TASK
Look through the lines below, find those with the word "halo", and copy them.

Stored items

##########

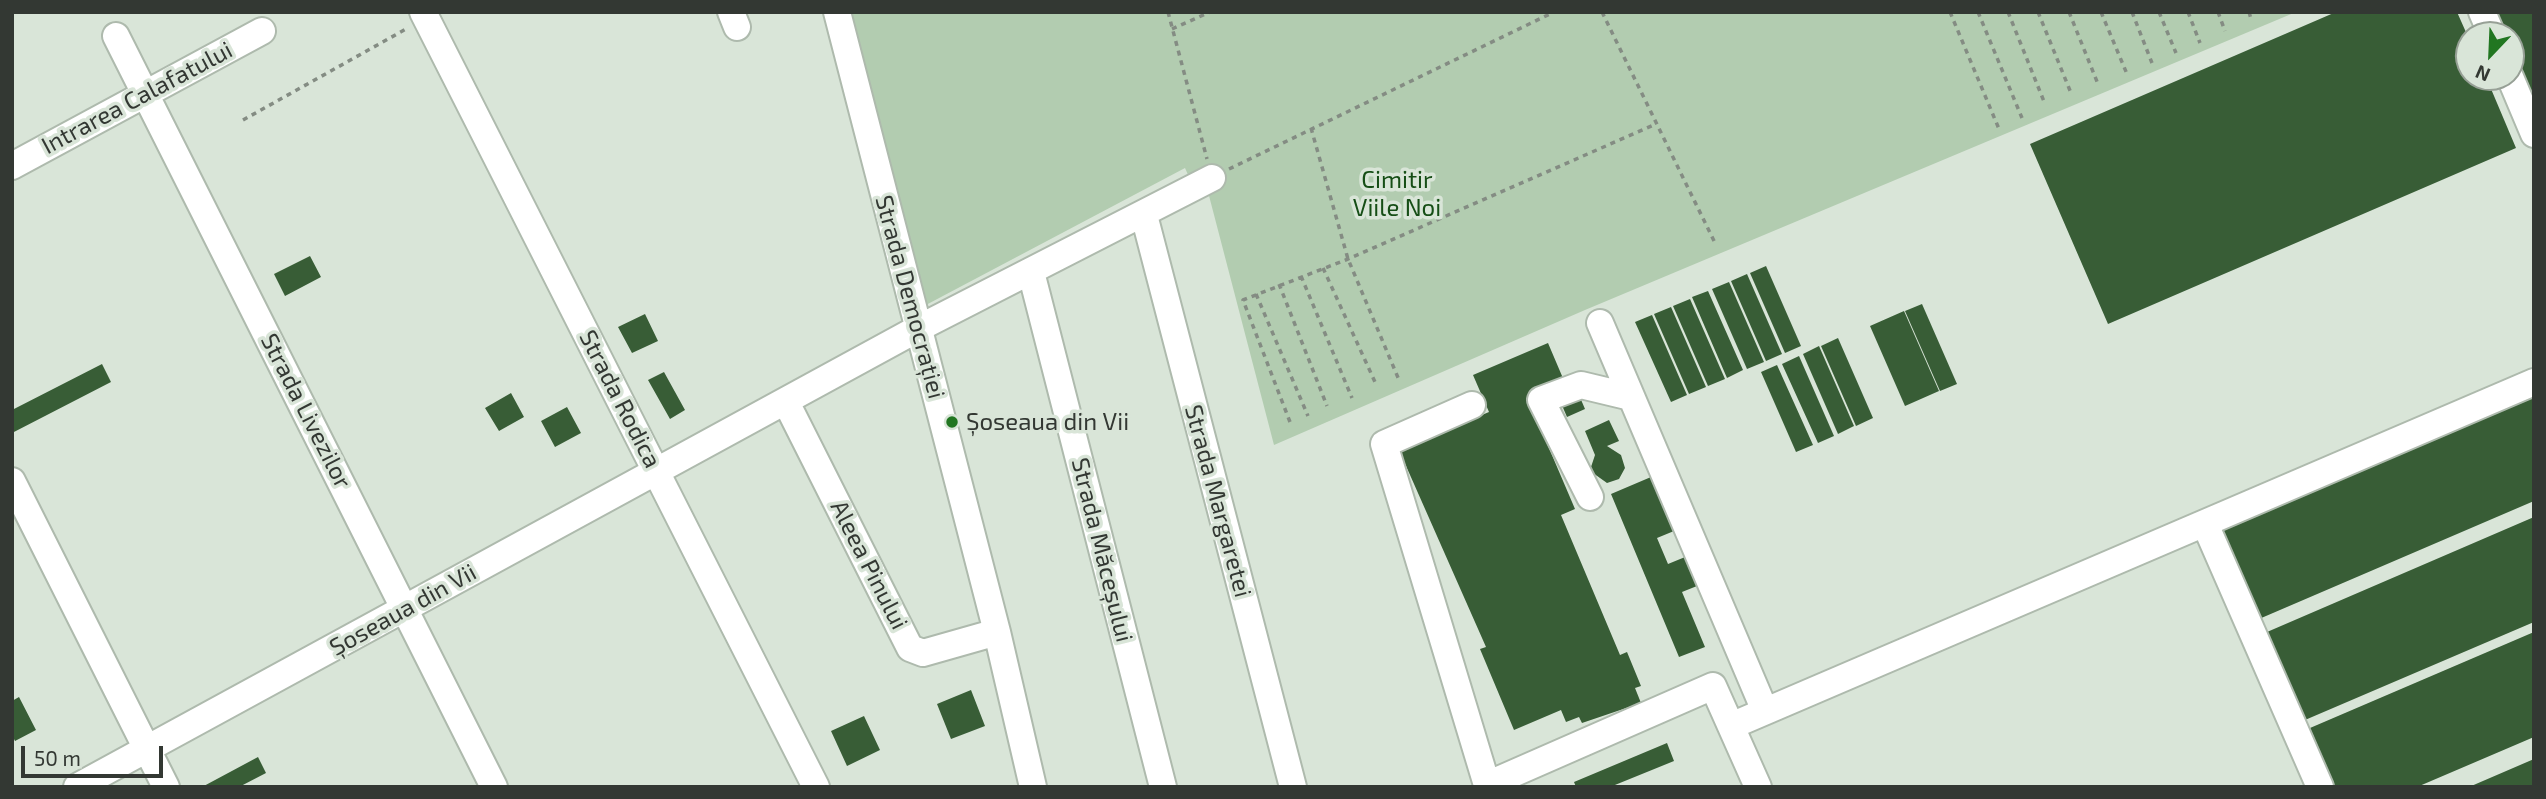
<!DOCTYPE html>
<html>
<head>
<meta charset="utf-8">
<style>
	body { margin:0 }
	#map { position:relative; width:2546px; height:799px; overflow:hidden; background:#d9e5d8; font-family:"Exo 2",sans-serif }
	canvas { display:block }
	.frame { position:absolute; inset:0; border:14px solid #333833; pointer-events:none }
	.north { position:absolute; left:2455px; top:21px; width:70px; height:70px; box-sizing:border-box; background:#d9e5d8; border:2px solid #97a096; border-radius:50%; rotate:203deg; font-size:19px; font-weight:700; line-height:28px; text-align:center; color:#333833 }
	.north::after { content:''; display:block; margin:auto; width:24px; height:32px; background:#217621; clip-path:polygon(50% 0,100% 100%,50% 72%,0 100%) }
	.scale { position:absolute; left:21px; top:746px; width:142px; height:32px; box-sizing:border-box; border:4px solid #333833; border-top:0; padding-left:9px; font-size:21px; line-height:24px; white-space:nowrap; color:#333833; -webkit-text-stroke:5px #d9e5d8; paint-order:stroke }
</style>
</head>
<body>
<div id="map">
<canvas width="2546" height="799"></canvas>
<div class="frame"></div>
<div class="north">N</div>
<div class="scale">50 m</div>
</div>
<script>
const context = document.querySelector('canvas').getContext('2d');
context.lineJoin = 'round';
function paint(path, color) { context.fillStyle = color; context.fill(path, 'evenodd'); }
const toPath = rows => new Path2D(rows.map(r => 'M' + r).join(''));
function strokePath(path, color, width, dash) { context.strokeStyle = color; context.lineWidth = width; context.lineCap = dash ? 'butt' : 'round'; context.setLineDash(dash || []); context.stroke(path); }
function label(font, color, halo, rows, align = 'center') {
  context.font = font + ' "Exo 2",sans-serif'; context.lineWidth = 7; context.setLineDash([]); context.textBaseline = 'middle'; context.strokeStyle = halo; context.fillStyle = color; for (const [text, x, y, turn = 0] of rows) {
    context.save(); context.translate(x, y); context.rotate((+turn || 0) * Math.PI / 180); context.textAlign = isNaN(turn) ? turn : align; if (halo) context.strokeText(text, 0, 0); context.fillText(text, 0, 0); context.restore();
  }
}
const green = toPath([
	[847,12,2296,12,1585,310,1274,445,1207,188,1194,188,1185,168,924,306]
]);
const building = toPath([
	[2336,12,2457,12,2469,39,2469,77,2486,77,2516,148,2108,324,2030,144],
	[2492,12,2534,12,2534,106,2511,55,2511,35,2502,35],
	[310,256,321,277,285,296,274,274],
	[1766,266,1801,346,1785,353,1750,273],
	[1747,274,1782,354,1766,361,1731,281],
	[1729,282,1764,362,1747,369,1712,289],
	[1708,291,1743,370,1727,378,1692,297],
	[1690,299,1725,379,1708,386,1673,306],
	[1922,304,1957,384,1940,391,1905,311],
	[1671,307,1706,387,1689,394,1654,314],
	[1904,311,1939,391,1905,406,1870,326],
	[645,314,658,341,632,353,618,327],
	[1652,315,1687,395,1671,402,1635,322],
	[1838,338,1873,418,1856,426,1821,346],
	[1548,343,1565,383,1528,399,1575,509,1561,515,1620,655,1627,652,1641,686,1635,688,1641,703,1582,723,1579,717,1566,722,1561,710,1514,730,1480,649,1486,647,1399,450,1489,412,1473,375],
	[1819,346,1854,426,1838,434,1803,354],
	[1799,356,1834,436,1818,443,1782,364],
	[102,364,111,382,12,433,12,410],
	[1777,365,1813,445,1796,452,1761,372],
	[664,372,685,410,670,419,648,380],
	[511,393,524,417,499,431,485,408],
	[1579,395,1585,409,1567,417,1561,403],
	[2534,397,2534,501,2259,619,2221,531],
	[567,407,581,433,555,447,541,421],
	[1609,420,1619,441,1607,446,1621,455,1625,468,1619,479,1607,483,1593,473,1591,467,1595,455,1585,431],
	[1651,477,1674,531,1657,538,1668,564,1690,555,1702,584,1682,592,1705,647,1679,657,1611,494],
	[2534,517,2534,622,2305,720,2267,632],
	[2534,632,2534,737,2417,787,2335,787,2310,728],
	[971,690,985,726,951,739,937,704],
	[19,697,36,730,15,741,12,735,12,701],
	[864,716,880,750,847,766,831,731],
	[1667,743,1674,761,1610,787,1576,787,1574,782],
	[258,757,266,773,239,787,202,787],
	[2534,759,2534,787,2469,787]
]);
const path = toPath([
	[1168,12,1207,159],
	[1602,12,1716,245],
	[1950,12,1999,129],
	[1978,12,2022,118],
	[2008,12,2045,104],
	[2038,12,2071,93],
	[2069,12,2098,84],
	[2101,12,2127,74],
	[2132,12,2152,63],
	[2159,12,2176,53],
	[2188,12,2200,43],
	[2218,12,2225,31],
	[2249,12,2251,19],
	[1172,29,1210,12],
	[243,120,406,29],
	[1311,128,1348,259,1399,380],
	[1229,169,1554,12],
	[1323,268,1375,382],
	[1301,276,1352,398],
	[1279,284,1327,406],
	[1256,294,1308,416],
	[1290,422,1243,300,1348,259,1656,124]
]);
const minor = toPath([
	[423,12,816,787],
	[731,12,737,27],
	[837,12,997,632,1033,787],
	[2482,12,2492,35],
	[116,36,494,787],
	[2510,77,2534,134],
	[12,166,262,31],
	[1144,215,1293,787],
	[1031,272,1163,787],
	[1600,323,1765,711],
	[786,402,910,648,923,653,997,632],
	[1472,405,1384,444,1487,785,1713,686,1758,787],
	[12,481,166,787],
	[1590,497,1541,400,1581,385,1631,397],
	[2205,524,2320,787],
	[1731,726,2534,382],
	[77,787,919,328,1212,178]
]);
const markers = [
	[952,422,7,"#217621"]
];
const streetNames = [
	["Intrarea Calafatului",137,98,-28],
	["Strada Democrației",910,297,75],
	["Strada Rodica",620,399,63],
	["Strada Livezilor",306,411,63],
	["Strada Margaretei",1218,501,75],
	["Strada Măceșului",1102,550,76],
	["Aleea Pinului",869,565,63],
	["Șoseaua din Vii",403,610,-29]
];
const parkNames = [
	["Cimitir",1397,180],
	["Viile Noi",1397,208]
];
const poiNames = [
	["Șoseaua din Vii",966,422]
];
paint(green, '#b2ccb0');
paint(building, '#385d36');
strokePath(minor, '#aebaad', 30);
strokePath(path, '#848c83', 3.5, [5, 5]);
strokePath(minor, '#fff', 26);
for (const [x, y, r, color] of markers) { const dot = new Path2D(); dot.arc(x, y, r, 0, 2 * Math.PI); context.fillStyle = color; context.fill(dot); strokePath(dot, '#d9e5d8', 2.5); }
label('24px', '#333833', '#d9e5d8', streetNames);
label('24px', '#164e16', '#d9e5d8', parkNames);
label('24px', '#333833', '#d9e5d8', poiNames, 'left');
</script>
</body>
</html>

##########

RESULT FOR THIS TASK
function label(font, color, halo, rows, align = 'center') {
  context.font = font + ' "Exo 2",sans-serif'; context.lineWidth = 7; context.setLineDash([]); context.textBaseline = 'middle'; context.strokeStyle = halo; context.fillStyle = color; for (const [text, x, y, turn = 0] of rows) {
    context.save(); context.translate(x, y); context.rotate((+turn || 0) * Math.PI / 180); context.textAlign = isNaN(turn) ? turn : align; if (halo) context.strokeText(text, 0, 0); context.fillText(text, 0, 0); context.restore();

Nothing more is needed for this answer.